Arbore Monastery is located in the northeastern part of Romania, in the Bukovina region, about 30 km from the town of Suceava. Arbore Monastery is among the famous painted monasteries in Romania and it was listed as UNESCO World Heritage Site since 1993.
The monastery was built between the 2nd of April and the 29th of August 1503, by Luca Arbore, in the village of Soloca, that he owned. He was one of the important boyars of Ştefan cel Mare, being since 1486 the gatekeeper of Suceava. He defended bravely the Suceava Fortress in 1497 against Polish attacks. Five month later, he erected the monastery, next to his private residence, meant as a family chapel and cemetery. Luca never saw the paintings of his monastery completed because he was beheaded along with two of his sons, having been falsely accused of treachery. The church was dedicated to Saint John the Baptist.
The church has a rectangular plan at the outside without a tower. The extremely elegant silhouette of the building is emphasized by the wall extension to the west by about 2,5 meters, and their union above, through an arch; originally thought as a space for the steeple, a new architectural element in Moldavia of the time.
It has remarkable fresco paintings against a predominant green background. The green is in five shadows and 47 hues combined with red, blue, yellow, pink and ochre. Unfortunately the secret of combining colors held by the painters of Arbore is now lost. However, scientists were able to identify thirty substances, including animal size, vinegar, egg, gall and honey. Restorers can now only stabilize what has been left of the frescoes. The interior paintings were seriously damaged in the 17th-18th centuries when the church remained without its roof.

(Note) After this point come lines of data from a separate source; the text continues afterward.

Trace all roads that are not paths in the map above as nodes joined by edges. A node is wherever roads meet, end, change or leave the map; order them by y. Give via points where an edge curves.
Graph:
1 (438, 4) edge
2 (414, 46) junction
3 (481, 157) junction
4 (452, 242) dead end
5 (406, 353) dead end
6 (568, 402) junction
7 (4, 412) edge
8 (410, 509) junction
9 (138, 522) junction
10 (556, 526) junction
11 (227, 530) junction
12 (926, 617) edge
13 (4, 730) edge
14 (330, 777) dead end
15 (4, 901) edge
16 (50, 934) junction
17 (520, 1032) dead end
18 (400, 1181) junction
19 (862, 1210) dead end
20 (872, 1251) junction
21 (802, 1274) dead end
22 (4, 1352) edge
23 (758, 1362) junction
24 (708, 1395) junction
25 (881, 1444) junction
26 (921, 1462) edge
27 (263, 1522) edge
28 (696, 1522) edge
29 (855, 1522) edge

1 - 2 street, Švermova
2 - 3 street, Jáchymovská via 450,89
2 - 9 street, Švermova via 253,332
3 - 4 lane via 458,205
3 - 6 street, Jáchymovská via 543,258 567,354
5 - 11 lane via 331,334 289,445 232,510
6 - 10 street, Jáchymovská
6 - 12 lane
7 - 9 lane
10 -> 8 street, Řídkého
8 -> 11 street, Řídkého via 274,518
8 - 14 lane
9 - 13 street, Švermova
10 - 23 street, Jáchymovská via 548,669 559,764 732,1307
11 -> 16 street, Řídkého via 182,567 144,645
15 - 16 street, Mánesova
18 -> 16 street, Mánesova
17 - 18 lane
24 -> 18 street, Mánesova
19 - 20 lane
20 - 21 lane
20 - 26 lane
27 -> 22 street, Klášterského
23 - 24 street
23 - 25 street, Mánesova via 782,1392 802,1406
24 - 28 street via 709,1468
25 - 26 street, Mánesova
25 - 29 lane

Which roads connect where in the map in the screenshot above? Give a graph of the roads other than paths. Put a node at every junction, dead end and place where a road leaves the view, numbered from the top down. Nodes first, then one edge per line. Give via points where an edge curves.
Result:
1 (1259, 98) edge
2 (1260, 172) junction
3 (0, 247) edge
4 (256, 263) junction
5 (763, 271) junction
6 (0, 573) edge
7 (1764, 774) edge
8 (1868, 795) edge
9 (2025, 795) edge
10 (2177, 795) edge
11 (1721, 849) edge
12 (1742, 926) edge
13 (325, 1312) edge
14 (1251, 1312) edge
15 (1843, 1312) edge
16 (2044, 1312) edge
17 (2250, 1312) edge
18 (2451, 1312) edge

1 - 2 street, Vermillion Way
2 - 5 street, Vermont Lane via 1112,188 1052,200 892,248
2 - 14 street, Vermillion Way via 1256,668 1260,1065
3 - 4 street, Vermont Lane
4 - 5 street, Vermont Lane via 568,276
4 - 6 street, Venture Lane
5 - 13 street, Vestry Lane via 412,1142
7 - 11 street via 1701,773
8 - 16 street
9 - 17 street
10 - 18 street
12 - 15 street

The paintings were made by a team led by Dragoş Coman from Iaşi. The artist proves to be a genius: a widely-traveled man, he innovates, has a new vision different from the one of his predecessors, he succeeds in making a bold synthesis of oriental and western elements, well integrated in tradition though. Most of the paintings represent scenes taken from the Genesis and the Saints' Lives. They are delicate and vivid, whereas houses are drawn in perspective. The best preserved frescoes are found on the relatively sheltered south and west walls.
Among the most valuable scenes one may see are The Hymn of the Prayers to the Virgin, The Siege of Constantinople, The Last Judgment, The Prodigal Son and many others. The Siege of Constantinople is a syncretic representation of the attacks of Persians, Avars and Slaves upon Constantinople in 617. The Journey of the Magi, the Holy Virgin and other scenes show the painter's disposition to rocky landscape against a predominantly green background, like in the Last Judgment where he finds his own solutions to render the characters' movement fluid. In the Prayer of All Saints on the apse, Christopher, the defender against death, with Baby Jesus on his shoulder is also among the martyr saints, it is a unique and unusual image for Moldavia, influenced by the mural painting in Catholic countries.
The two heavy slabs of stone preserved near the church since the time it was painted, have fifteen small holes which used to serve as containers for the mixing of colors. Traces of pigment corresponding to the frescoes have been found in the hollows on their surface.
In the narthex, which also functions as a burial chamber, one may find the tombs of the church founders, Luca Arbore and his Polish wife, Iuliana, decorated with unusual Gothic stonework that bears a strong Polish influence. The icon screen dates from about the same time as the church itself. It is heavily encrusted with smoke, but paintings underneath are intact, preserved by the very grime which obscures them. Inside the monastery, an ethnographic museum with a rich display of the region's most valuable assets is worth visiting. The monastery was restored between 1909-1914 and 1936-1937.